De Corsários a Corshackers
Mauro Lando - 16/08/21
Segundo o verbete na Wikipédia, A “carta de corso”, ou “carta de marca”, era um documento emitido pelo governo de um país pelo qual seu dono era autorizado a atacar navios (cargueiros, não de guerra) e povoados (bases), de nações inimigas. Desta forma, convertia o proprietário da carta em membro da marinha daquele país, conforme a chamada "Lei do Mar", Tratado Internacional da época. As cartas de corso foram muito utilizadas na Idade Média e na Idade Moderna, principalmente pela França e a Inglaterra, também em menor grau pela Espanha (para satisfazer a curiosidade do leitor, essa brincadeira só acabou em 1856, em um anexo ao tratado que encerrou a Guerra da Crimeia, somado ao advento da propulsão a vapor e do aperfeiçoamento de outra novidade, o canhão de carregar pela culatra).

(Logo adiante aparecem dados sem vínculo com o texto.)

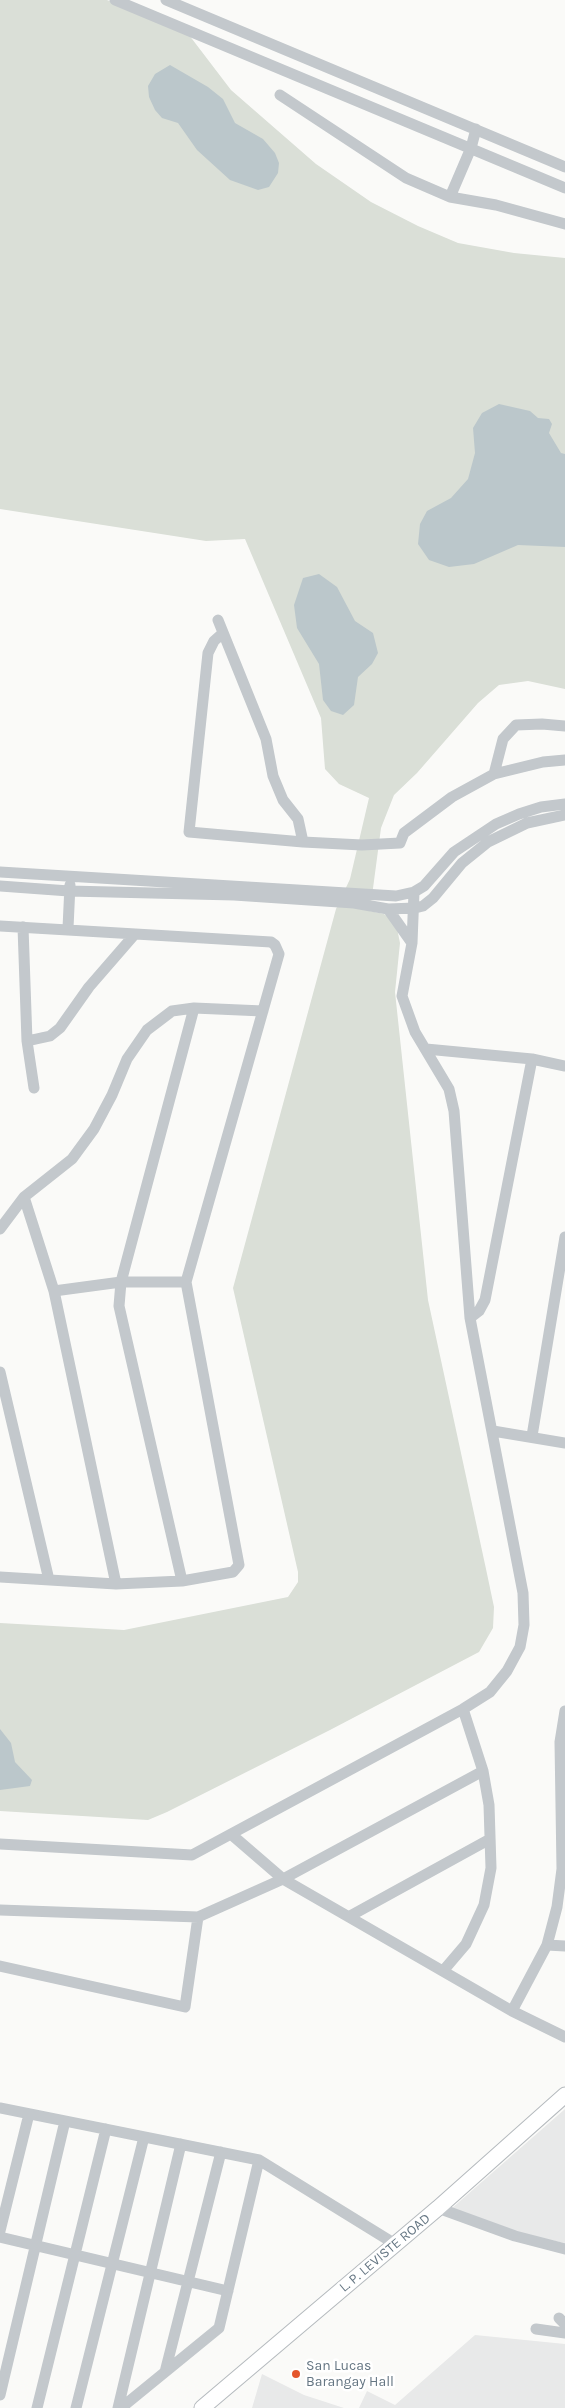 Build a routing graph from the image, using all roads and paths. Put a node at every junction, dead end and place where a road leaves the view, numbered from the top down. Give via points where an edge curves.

O verbete lista as vantagens da atividade do detentor da “carta de corso”, ou “carta de marca” para o corsário – que se fosse preso podia, mostrando a carta firmada pelo rei que o empregava, alegar ser um combatente e não pirata, e assim escapar da forca. Porém, mais interessantes eram as vantagens para o rei seu empregador, das quais destaco uma, central para esta história: “Poder alegar que as ações realizadas contra países com quem não estavam em guerra, mas se queria punir, eram obra de piratas, alheios a sua vontade.” Ele (o empregador) contava “...com a facilidade de negar a responsabilidade”. Notaram a pegadinha?

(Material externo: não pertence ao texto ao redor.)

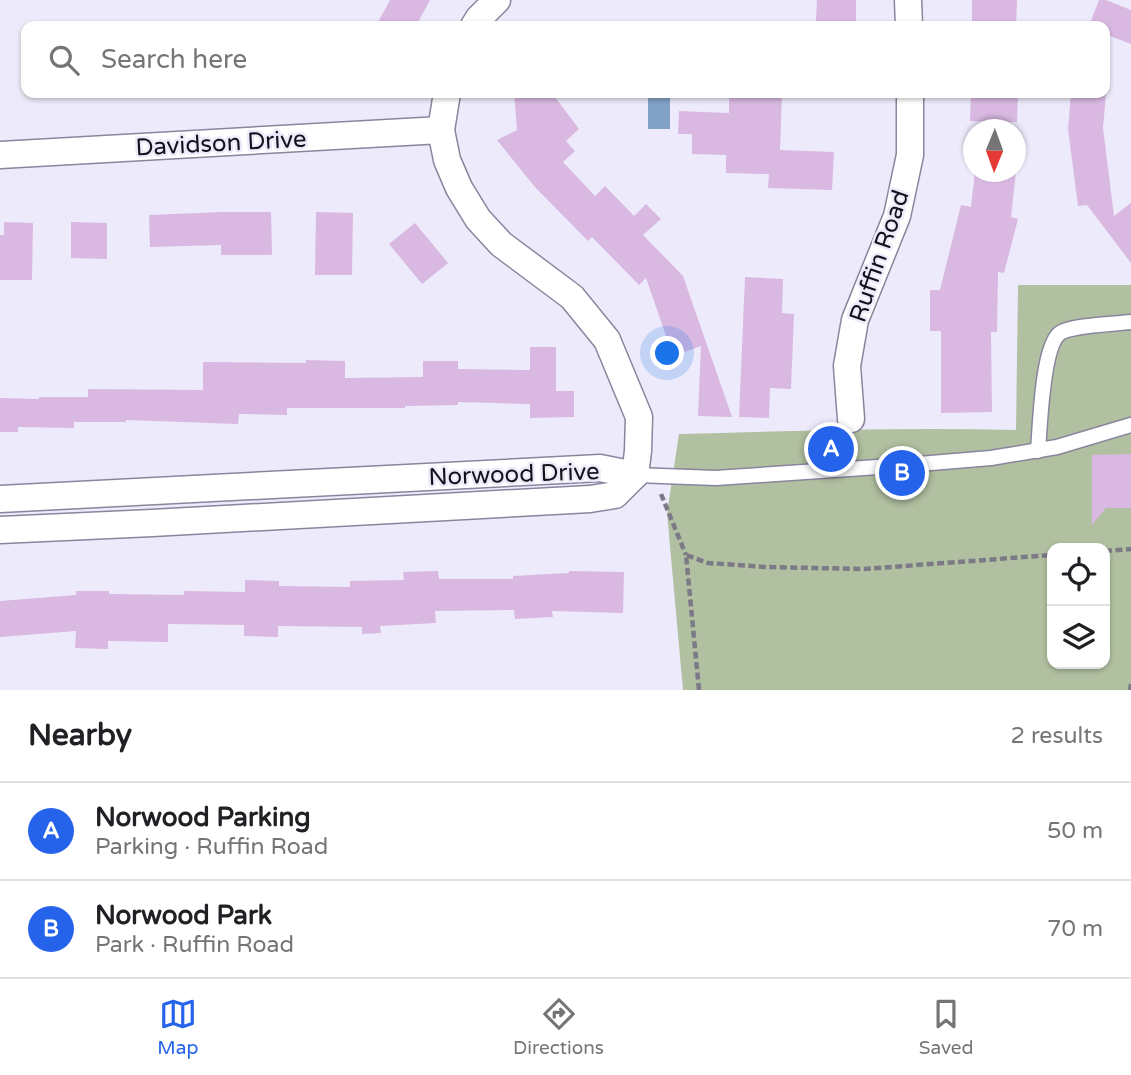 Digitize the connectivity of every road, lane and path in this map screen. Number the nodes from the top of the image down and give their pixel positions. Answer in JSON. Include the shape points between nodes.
{"nodes":[{"id":1,"x":497,"y":0,"type":"edge"},
{"id":2,"x":908,"y":0,"type":"edge"},
{"id":3,"x":477,"y":21,"type":"edge"},
{"id":4,"x":909,"y":21,"type":"edge"},
{"id":5,"x":446,"y":98,"type":"edge"},
{"id":6,"x":910,"y":98,"type":"edge"},
{"id":7,"x":441,"y":130,"type":"junction"},
{"id":8,"x":0,"y":155,"type":"edge"},
{"id":9,"x":1131,"y":322,"type":"edge"},
{"id":10,"x":851,"y":419,"type":"dead end"},
{"id":11,"x":1131,"y":425,"type":"edge"},
{"id":12,"x":1038,"y":451,"type":"junction"},
{"id":13,"x":647,"y":475,"type":"junction"},
{"id":14,"x":376,"y":480,"type":"junction"},
{"id":15,"x":151,"y":492,"type":"junction"},
{"id":16,"x":0,"y":499,"type":"edge"},
{"id":17,"x":379,"y":511,"type":"junction"},
{"id":18,"x":152,"y":523,"type":"junction"},
{"id":19,"x":0,"y":530,"type":"edge"},
{"id":20,"x":1131,"y":549,"type":"edge"},
{"id":21,"x":1110,"y":551,"type":"edge"},
{"id":22,"x":686,"y":555,"type":"junction"},
{"id":23,"x":1047,"y":555,"type":"edge"},
{"id":24,"x":1131,"y":684,"type":"edge"},
{"id":25,"x":699,"y":690,"type":"edge"},
{"id":26,"x":1130,"y":690,"type":"edge"}],
"edges":[{"from":1,"to":3,"type":"street"},
{"from":2,"to":4,"type":"street"},
{"from":5,"to":7,"type":"street"},
{"from":6,"to":10,"type":"street","name":"Ruffin Road","via":[[910,155],[897,216],[855,320],[847,366]]},
{"from":7,"to":8,"type":"street","name":"Davidson Drive"},
{"from":7,"to":13,"type":"street","via":[[447,160],[478,219],[501,244],[572,297],[607,340],[639,417],[638,451]]},
{"from":9,"to":12,"type":"lane","via":[[1059,334],[1047,365]]},
{"from":11,"to":12,"type":"lane"},
{"from":12,"to":13,"type":"lane","via":[[788,474]]},
{"from":13,"to":14,"type":"street","name":"Norwood Drive","via":[[600,468]]},
{"from":13,"to":17,"type":"street","name":"Norwood Drive","via":[[615,495],[590,499]]},
{"from":13,"to":22,"type":"path","via":[[661,494]]},
{"from":14,"to":15,"type":"street","name":"Norwood Drive"},
{"from":14,"to":17,"type":"street"},
{"from":15,"to":16,"type":"street","name":"Norwood Drive"},
{"from":15,"to":18,"type":"street"},
{"from":17,"to":18,"type":"street","name":"Norwood Drive"},
{"from":18,"to":19,"type":"street","name":"Norwood Drive"},
{"from":20,"to":21,"type":"path"},
{"from":22,"to":23,"type":"path","via":[[720,564],[864,569]]},
{"from":22,"to":25,"type":"path"},
{"from":24,"to":26,"type":"path"}]}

Agora saltemos do século XVII para o XXI. Foi amplamente noticiado na imprensa de todo o mundo uma paralise total de um importantíssimo oleoduto nos EUA, vejam a noticia na Wiki:
“Em 7 de maio de 2021, a Colonial Pipeline, uma rede de oleodutos nos EUA que se origina em Houston, Texas, e transporta gasolina e combustível de aviação principalmente para o sudeste do país, sofreu um ataque cibernético de ransomware - o que exige grana para o resgate - que afetou o equipamento computadorizado que controla o oleoduto. A Colonial interrompeu todas as operações da rede para conter o ataque. Com a ajuda do FBI, a companhia pagou o resgate exigido (75 bitcoin ou US$ 4,4 milhões) algumas horas após o ataque. Os hackers então enviaram um aplicativo de software para restaurar sua rede, que só voltou a operar muito lentamente”.
Esse foi só o mais espetacular de uma série crescente de ataques de ransomware (de ransom, resgate), mais uma palavra do jargão de informática inglês que infelizmente tende a aparecer cada vez mais no noticiário, envolvendo bancos e grandes companhias norte-americanas e europeias. Foi o maior ataque cibernético a um alvo de infraestrutura de petróleo na história dos Estados Unidos. O FBI e várias fontes da mídia identificaram o grupo criminoso de hackers DarkSide como o responsável. Acredita-se que o mesmo grupo tenha roubado 100 gigabytes de dados dos servidores da empresa um dia antes do ataque de malware.
O presidente Biden declarou em 10 de maio que embora não houvesse evidências de que o governo russo fosse responsável pelo ataque, havia evidências de que o grupo DarkSide seja baseado na Rússia e que, portanto, as autoridades russas "têm alguma responsabilidade em lidar com isso". Pesquisadores independentes de cibersegurança também declararam que o grupo de hackers é russo, pois seu malware evita criptografar arquivos em um sistema em que o idioma é definido como russo.
Agora vejam o título de uma matéria de 15 de julho do New York Times, pouco antes da partida de Biden para Moscou para um cara a cara com Putin: “Antigamente, as conferências de cúpula das grandes potências eram sobre armas nucleares. Agora, são sobre as armas cibernéticas. Mas com a facilidade de negar a responsabilidade e a ampla gama de possíveis atacantes, as opções tradicionais de retaliação da era nuclear não funcionam mais.”
Pode-se imaginar o Putin em Genebra com aquela sua típica cara de jogador de pôquer dizendo pro Biden na maior cara de pau:
“Quem? Eeeeeu? Imagine, moço, nem pensar! Porque o senhor não vai perguntar pros Chinas? Eles são danados nessas coisas”.
Nota: quem quiser maiores detalhes sobre a Darkside há uma fascinante entrevista no New York Times com um repórter que morou vários anos na Rússia.